Segmentation of Breast Tubules in H&E Images Based on a DKS-DoubleU-Net Model

Abstract

The formation of breast tubules plays an important role in the pathological grading of breast cancer. Breast tubules surrounded by a large number of epithelial cells are located in the subcutaneous tissue of the chest. The shapes of breast tubules are various, including tubular, round, and oval, which makes the process of breast tubule segmentation a difficult task. Deep learning technology, capable of learning complex data structures via efficient representation, could help pathologists accurately detect breast tubules in hematoxylin and eosin (H&E) stained images. In this paper, we propose a deep learning model named DKS-DoubleU-Net to accurately segment breast tubules with complex appearances in H&E images.
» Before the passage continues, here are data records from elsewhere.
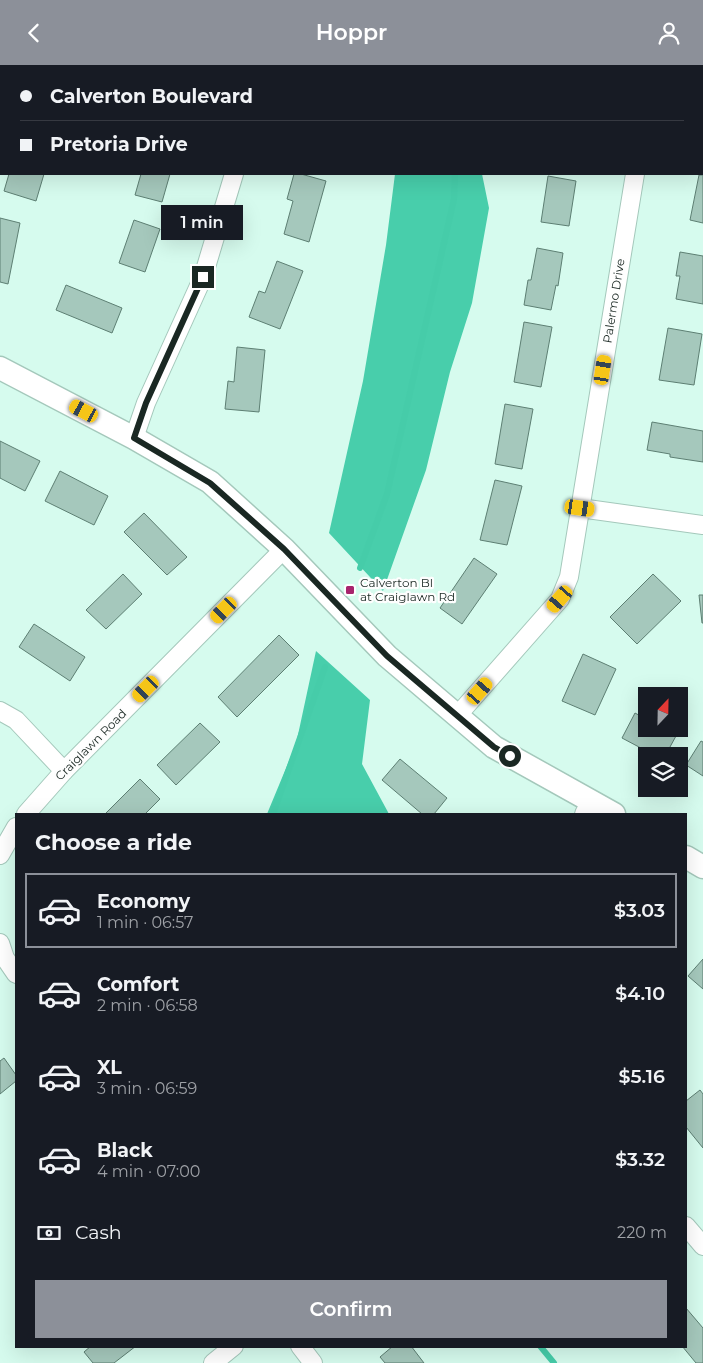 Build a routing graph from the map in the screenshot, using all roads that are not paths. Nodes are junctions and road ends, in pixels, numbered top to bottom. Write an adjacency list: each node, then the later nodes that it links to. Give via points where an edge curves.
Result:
1 (234, 175): 4 (street, via 203,277 146,403)
2 (635, 175): 5 (street, Palermo Drive)
3 (0, 368): 4 (street)
4 (134, 438): 7 (street, via 210,483)
5 (580, 508): 6 (street); 9 (street, Palermo Drive, via 569,577 560,599)
6 (703, 525)
7 (284, 549): 9 (street, via 387,656); 10 (street, Craiglawn Road)
8 (0, 711): 10 (street, via 16,720)
9 (457, 716): 11 (street, via 494,747)
10 (64, 771): 12 (street, Craiglawn Road)
11 (587, 807): 13 (street)
12 (27, 813)
13 (610, 813)
14 (15, 829): 15 (street)
15 (0, 855)
16 (687, 858): 17 (street)
17 (703, 867)
18 (0, 943): 19 (street)
19 (15, 973)
20 (687, 1227): 21 (street)
21 (703, 1247)
22 (232, 1348): 24 (street)
23 (302, 1348): 25 (street)
24 (213, 1363)
25 (313, 1363)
The proposed DKS-DoubleU-Net model suggests using a DenseNet module as the encoder of the second subnetwork of DoubleU-Net, which utilizes dense features between layers and strengthens the propagation of features extracted in all previous layers, in order to better discover the intrinsic characteristics of breast tubules with complex structures and diverse shapes. Moreover, a feature fusing module called Kernel Selecting Module (KSM) is inserted before each output layer of the two U-Net branches of the DoubleU-Net, to implement a multiscale feature fusion via a self-adaptive kernel selecting for the sake of accurate segmentation of breast tubules in different sizes. The experiments on the public BRACS dataset and a private clinical dataset have shown that our model achieves better segmentation performance, compared to the state-of-art models of U-Net, DoubleU-Net, ResUnet++, HRNet, and DeepLabV3+. Specifically, on the public BRACS dataset, our method produced an F1-Score of 92.98%, which outperforms the F1-Score of U-Net, DoubleU-Net, and HRNet by 4.24%, 0.37%, and 1.68%, respectively, and is much better than performances of DeepLabV3+ and ResUnet++ by 7.83% and 23.84%, respectively. On the private clinic dataset, the proposed model achieved an F1-Score of 73.13%, which has shown an improvement of 10.31%, 1.89%, 4.88%, 15.47%, and 31.1% to the performances of the U-Net, DoubleU-Net, HRNet, DeepLabV3+, and ResUnet++, respectively. Superior performance could also be observed when comparing the proposed DKS-DoubleU-Net with the others using the metrics of Dice and mIou.